Le Tribunal de commerce de Bourges, par un jugement du 13 janvier 2026, a ouvert une procédure de redressement judiciaire à l’encontre d’une société non comparante. Un créancier, l’URSSAF, avait assigné la débitrice pour obtenir cette ouverture après l’échec des mesures d’exécution. La question de droit portait sur la caractérisation de l’état de cessation des paiements et le choix de la procédure. Le tribunal a répondu en prononçant le redressement judiciaire et en fixant la période d’observation.
I. L’état de cessation des paiements établi par l’impossibilité de payer.
Le tribunal a constaté que la société était dans l’impossibilité de faire face à son passif exigible avec son actif disponible. Il a relevé que “toutes les mesures d’exécution délivrées à la SAS N&Y FIBRE pour recouvrer la dette n’ont pas permis à l’URSSAF CENTRE VAL DE LOIRE d’obtenir paiement” (Discussion). Cette impossibilité matérielle de recouvrement constitue un indice fort de l’insolvabilité de l’entreprise débitrice. En valeur, cette décision rappelle que l’échec des poursuites individuelles suffit à présumer l’absence d’actif disponible. Sur la portée, elle confirme que la cessation des paiements est une situation objective, indépendante de la comparution du débiteur.
II. L’ouverture du redressement judiciaire sans administrateur judiciaire.

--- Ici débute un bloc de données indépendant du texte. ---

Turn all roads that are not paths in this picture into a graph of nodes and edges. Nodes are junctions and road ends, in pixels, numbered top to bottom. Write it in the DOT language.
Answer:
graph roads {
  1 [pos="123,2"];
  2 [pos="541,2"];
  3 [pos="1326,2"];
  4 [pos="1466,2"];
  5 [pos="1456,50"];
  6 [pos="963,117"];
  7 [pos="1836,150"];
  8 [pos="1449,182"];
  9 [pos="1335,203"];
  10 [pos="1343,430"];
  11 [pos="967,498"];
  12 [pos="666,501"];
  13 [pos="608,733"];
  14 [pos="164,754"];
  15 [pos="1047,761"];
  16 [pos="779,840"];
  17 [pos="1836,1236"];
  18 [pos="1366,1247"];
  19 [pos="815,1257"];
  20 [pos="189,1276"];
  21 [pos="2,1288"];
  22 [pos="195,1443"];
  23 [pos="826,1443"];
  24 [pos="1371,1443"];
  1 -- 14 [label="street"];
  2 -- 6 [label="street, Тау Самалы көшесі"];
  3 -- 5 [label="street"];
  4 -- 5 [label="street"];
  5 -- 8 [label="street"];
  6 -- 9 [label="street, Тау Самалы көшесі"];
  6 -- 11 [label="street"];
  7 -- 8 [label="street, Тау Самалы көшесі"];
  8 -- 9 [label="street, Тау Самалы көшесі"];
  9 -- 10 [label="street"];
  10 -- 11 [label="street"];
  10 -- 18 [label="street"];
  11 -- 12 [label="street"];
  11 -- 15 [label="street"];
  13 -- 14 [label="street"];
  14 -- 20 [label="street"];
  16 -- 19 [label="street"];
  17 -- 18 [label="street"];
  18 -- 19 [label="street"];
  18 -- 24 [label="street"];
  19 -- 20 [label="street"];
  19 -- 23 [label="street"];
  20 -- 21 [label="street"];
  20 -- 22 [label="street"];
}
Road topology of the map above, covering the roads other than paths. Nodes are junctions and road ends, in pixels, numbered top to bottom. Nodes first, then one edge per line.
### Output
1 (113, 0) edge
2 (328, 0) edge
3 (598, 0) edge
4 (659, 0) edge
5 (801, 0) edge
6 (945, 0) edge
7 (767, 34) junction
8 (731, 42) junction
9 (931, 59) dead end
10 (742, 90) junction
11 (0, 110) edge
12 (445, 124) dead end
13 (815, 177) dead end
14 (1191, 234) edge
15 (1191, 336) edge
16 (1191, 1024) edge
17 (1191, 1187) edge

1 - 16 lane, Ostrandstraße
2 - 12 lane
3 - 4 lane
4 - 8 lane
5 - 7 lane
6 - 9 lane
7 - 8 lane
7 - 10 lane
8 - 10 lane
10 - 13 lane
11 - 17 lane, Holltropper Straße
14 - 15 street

Le tribunal a prononcé le redressement judiciaire en application de l’article L.631-1 du code de commerce, tout en écartant la nomination d’un administrateur. Il a estimé que “eu égard au montant du chiffre d’affaires hors taxe et au nombre de salariés de l’entreprise débitrice” (Discussion), la procédure simplifiée était adaptée. Cette solution manifeste une appréciation souveraine des juges du fond sur la viabilité potentielle de l’entreprise. En valeur, elle illustre la volonté de ne pas alourdir inutilement une procédure pour une petite structure. En portée, elle fixe une date provisoire de cessation des paiements et ouvre une période d’observation de six mois.